══ Given records ══
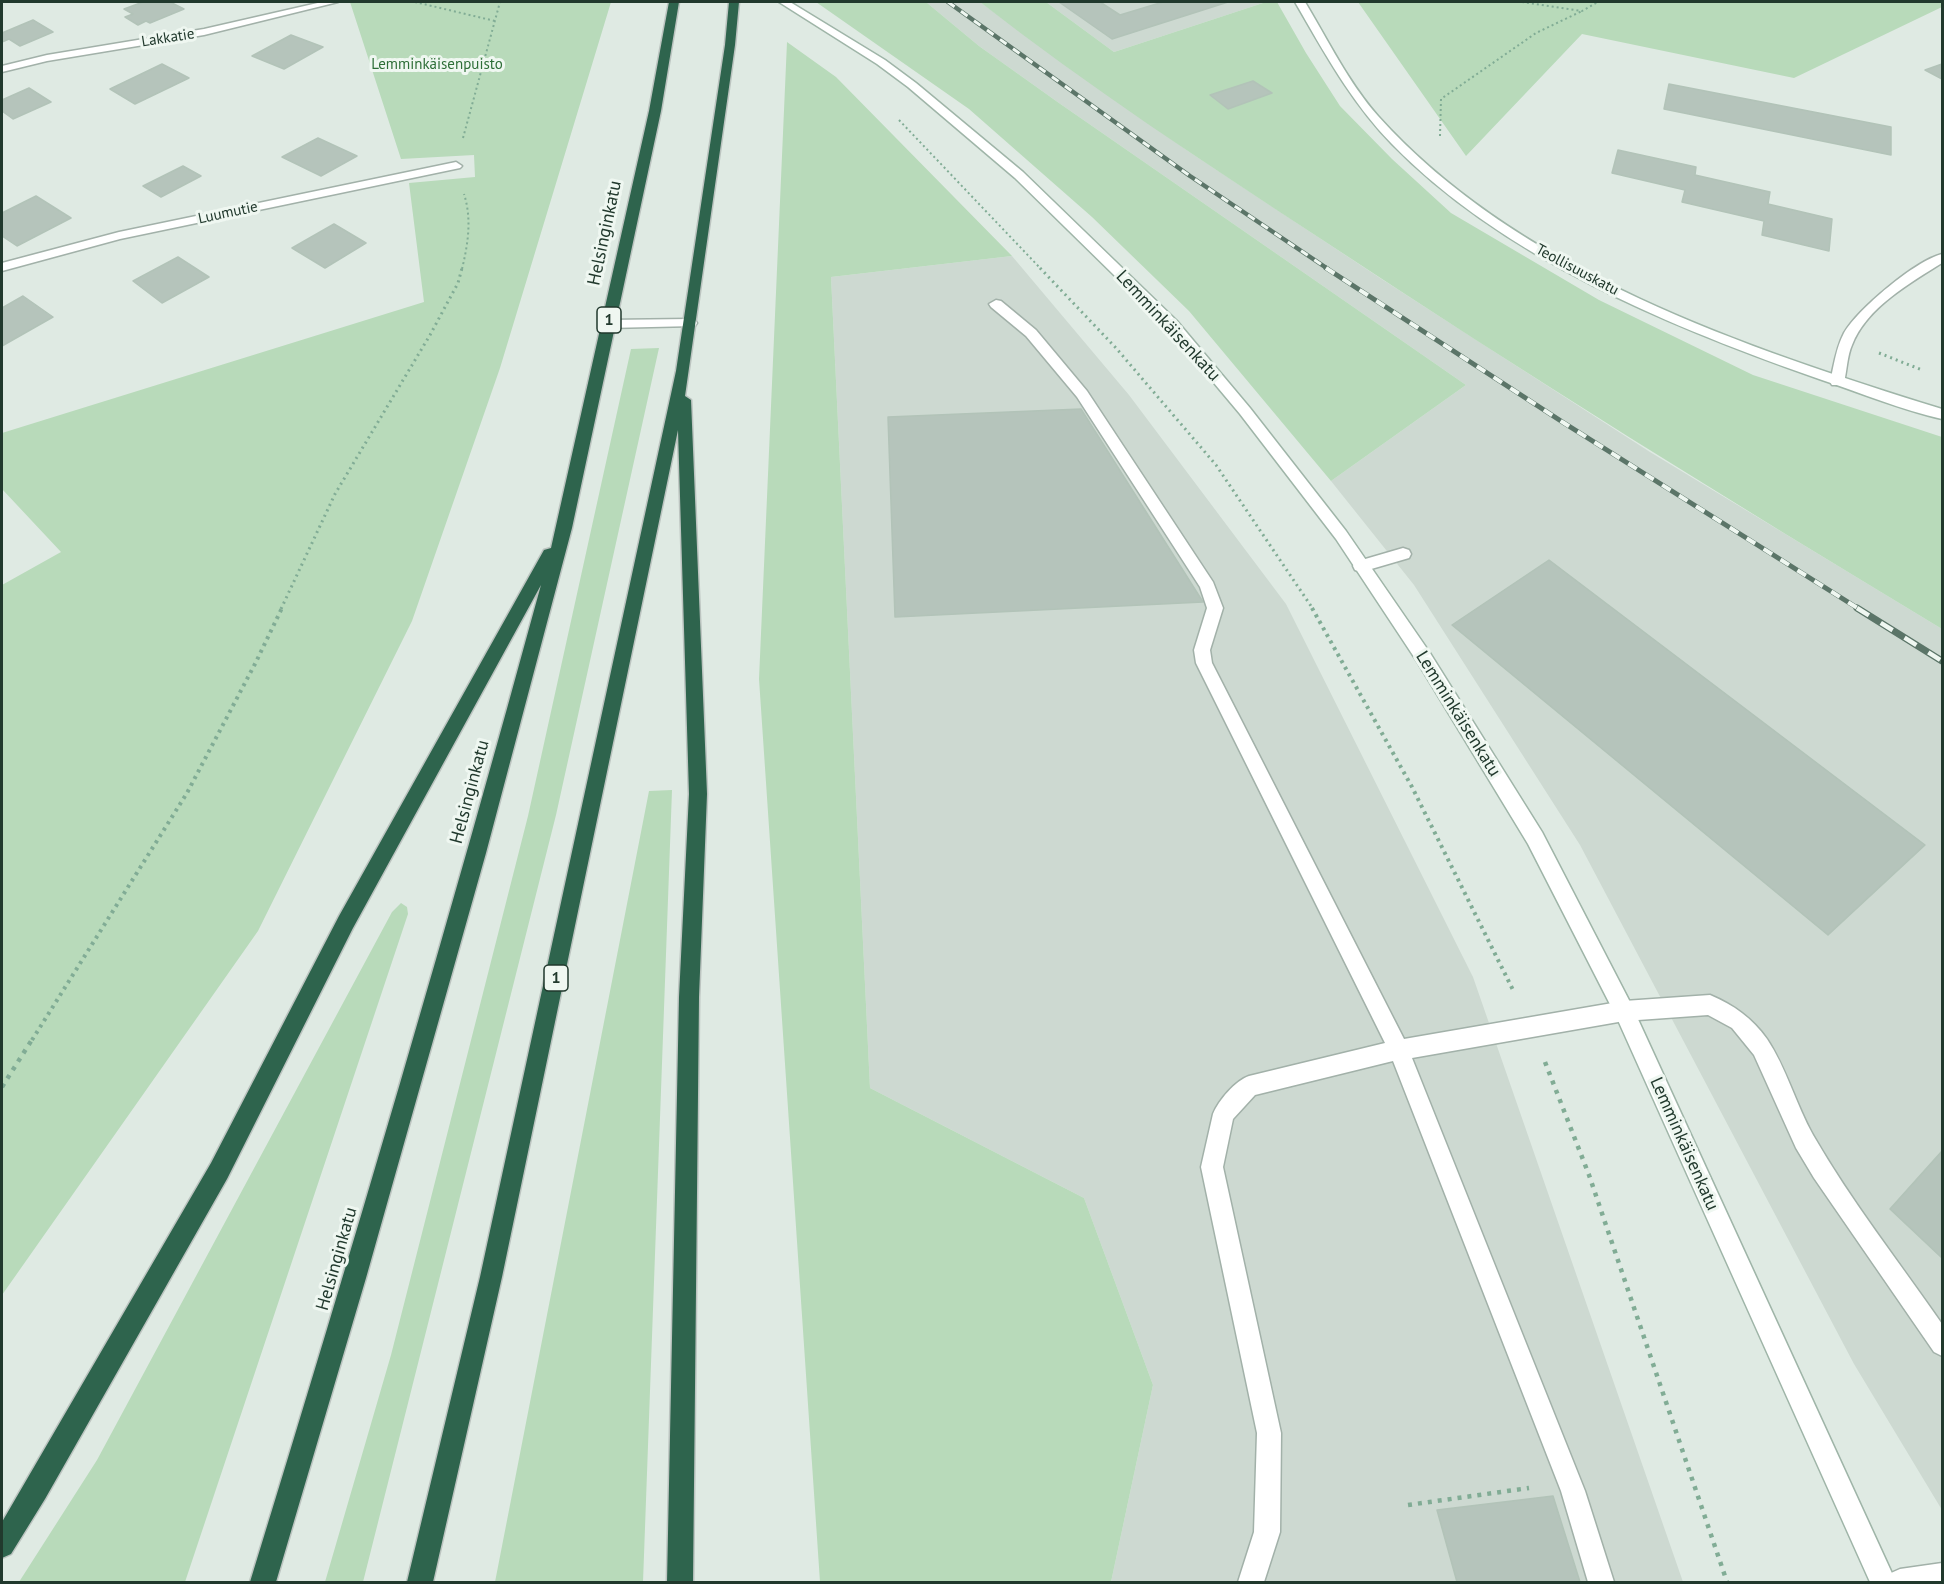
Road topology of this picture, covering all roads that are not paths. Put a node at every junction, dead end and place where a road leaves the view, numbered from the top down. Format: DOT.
graph roads {
  1 [pos="333,2"];
  2 [pos="674,2"];
  3 [pos="734,2"];
  4 [pos="784,2"];
  5 [pos="1300,2"];
  6 [pos="2,69"];
  7 [pos="456,166"];
  8 [pos="1942,258"];
  9 [pos="2,267"];
  10 [pos="996,304"];
  11 [pos="690,323"];
  12 [pos="608,324"];
  13 [pos="683,371"];
  14 [pos="1837,382"];
  15 [pos="1942,414"];
  16 [pos="564,528"];
  17 [pos="1403,554"];
  18 [pos="1361,566"];
  19 [pos="1624,1011"];
  20 [pos="1399,1050"];
  21 [pos="1942,1344"];
  22 [pos="2,1545"];
  23 [pos="1942,1576"];
  24 [pos="263,1582"];
  25 [pos="420,1582"];
  26 [pos="680,1582"];
  27 [pos="1251,1582"];
  28 [pos="1601,1582"];
  29 [pos="1882,1582"];
  30 [pos="1900,1582"];
  1 -- 6 [label="street, Lakkatie"];
  2 -- 12 [label="highway, Helsinginkatu / 1"];
  3 -- 11 [label="highway, 1"];
  4 -- 18 [label="street, Lemminkäisenkatu"];
  5 -- 14 [label="street, Teollisuuskatu"];
  7 -- 9 [label="street, Luumutie"];
  8 -- 14 [label="street"];
  10 -- 20 [label="street"];
  11 -- 12 [label="street"];
  11 -- 13 [label="highway, 1"];
  12 -- 16 [label="highway, Helsinginkatu / 1"];
  13 -- 25 [label="highway, 1"];
  13 -- 26 [label="highway"];
  14 -- 15 [label="street, Teollisuuskatu"];
  16 -- 22 [label="highway"];
  16 -- 24 [label="highway, Helsinginkatu / 1"];
  17 -- 18 [label="street"];
  18 -- 19 [label="street, Lemminkäisenkatu"];
  19 -- 20 [label="street"];
  19 -- 21 [label="street"];
  19 -- 29 [label="street, Lemminkäisenkatu"];
  20 -- 27 [label="street"];
  20 -- 28 [label="street"];
  23 -- 30 [label="street"];
}
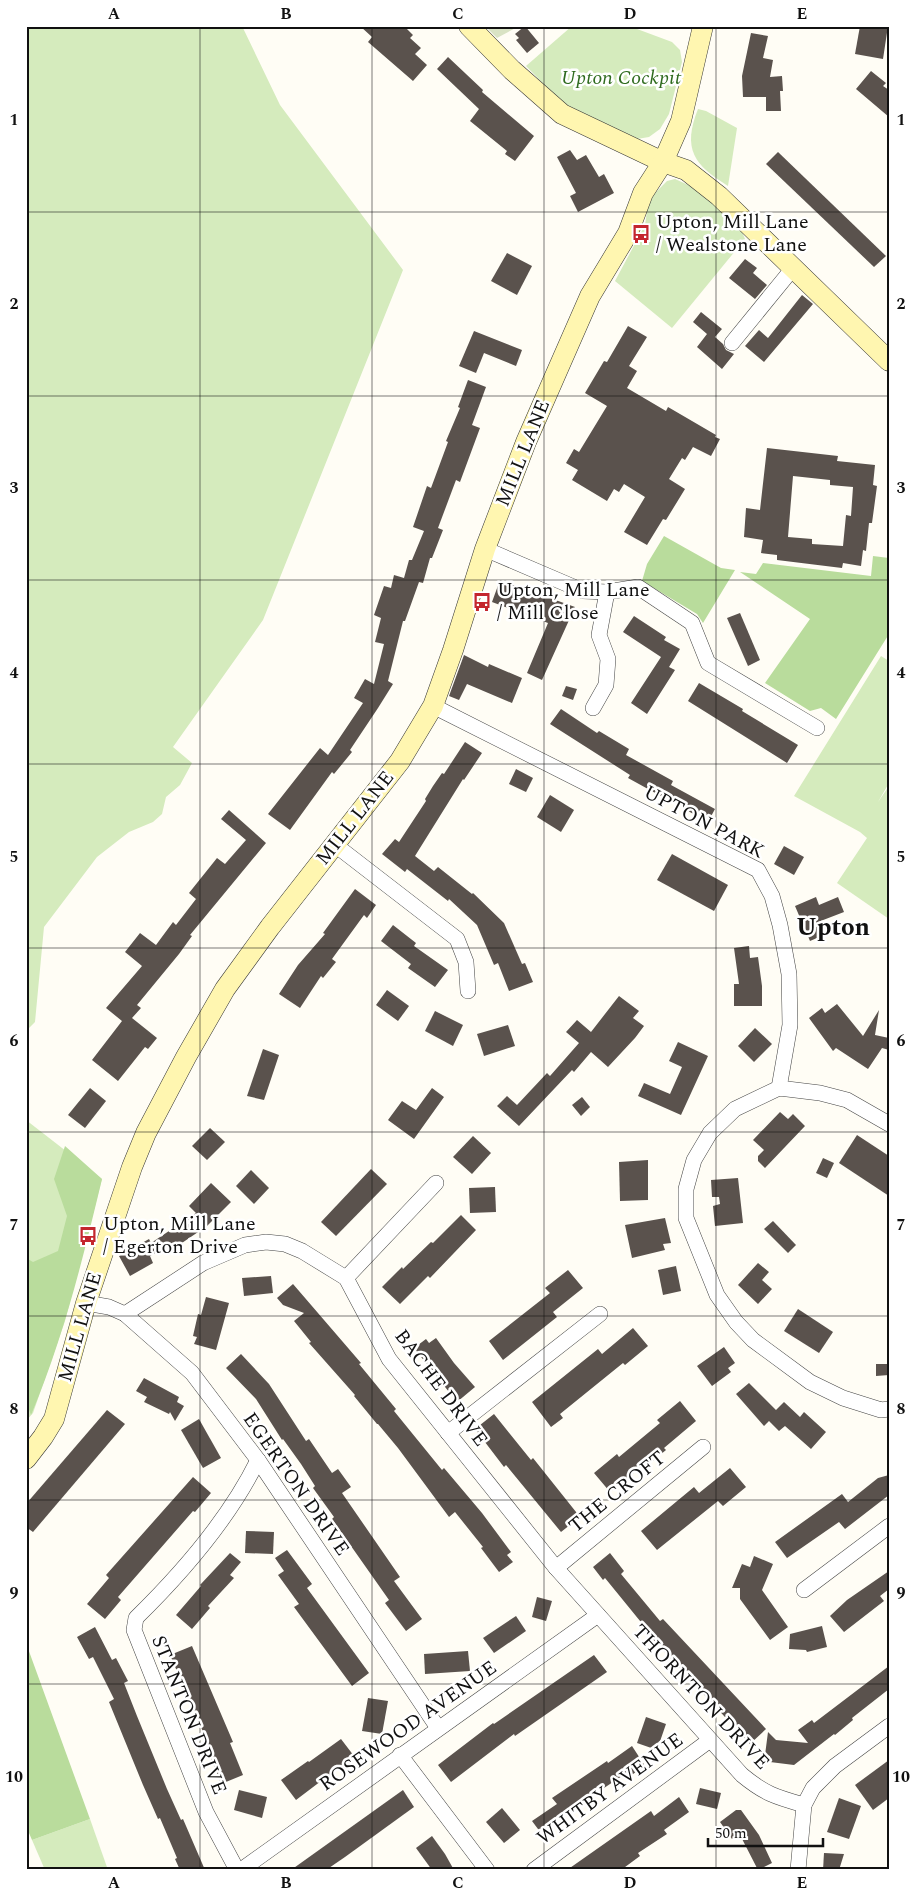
═══
:: The problem ::
Omit every picture, and otherwise quote the entries exactly.

:: The completed task ::
Road topology of this picture, covering all roads that are not paths. Put a node at every junction, dead end and place where a road leaves the view, numbered from the top down. Format: DOT.
graph roads {
  1 [pos="333,2"];
  2 [pos="674,2"];
  3 [pos="734,2"];
  4 [pos="784,2"];
  5 [pos="1300,2"];
  6 [pos="2,69"];
  7 [pos="456,166"];
  8 [pos="1942,258"];
  9 [pos="2,267"];
  10 [pos="996,304"];
  11 [pos="690,323"];
  12 [pos="608,324"];
  13 [pos="683,371"];
  14 [pos="1837,382"];
  15 [pos="1942,414"];
  16 [pos="564,528"];
  17 [pos="1403,554"];
  18 [pos="1361,566"];
  19 [pos="1624,1011"];
  20 [pos="1399,1050"];
  21 [pos="1942,1344"];
  22 [pos="2,1545"];
  23 [pos="1942,1576"];
  24 [pos="263,1582"];
  25 [pos="420,1582"];
  26 [pos="680,1582"];
  27 [pos="1251,1582"];
  28 [pos="1601,1582"];
  29 [pos="1882,1582"];
  30 [pos="1900,1582"];
  1 -- 6 [label="street, Lakkatie"];
  2 -- 12 [label="highway, Helsinginkatu / 1"];
  3 -- 11 [label="highway, 1"];
  4 -- 18 [label="street, Lemminkäisenkatu"];
  5 -- 14 [label="street, Teollisuuskatu"];
  7 -- 9 [label="street, Luumutie"];
  8 -- 14 [label="street"];
  10 -- 20 [label="street"];
  11 -- 12 [label="street"];
  11 -- 13 [label="highway, 1"];
  12 -- 16 [label="highway, Helsinginkatu / 1"];
  13 -- 25 [label="highway, 1"];
  13 -- 26 [label="highway"];
  14 -- 15 [label="street, Teollisuuskatu"];
  16 -- 22 [label="highway"];
  16 -- 24 [label="highway, Helsinginkatu / 1"];
  17 -- 18 [label="street"];
  18 -- 19 [label="street, Lemminkäisenkatu"];
  19 -- 20 [label="street"];
  19 -- 21 [label="street"];
  19 -- 29 [label="street, Lemminkäisenkatu"];
  20 -- 27 [label="street"];
  20 -- 28 [label="street"];
  23 -- 30 [label="street"];
}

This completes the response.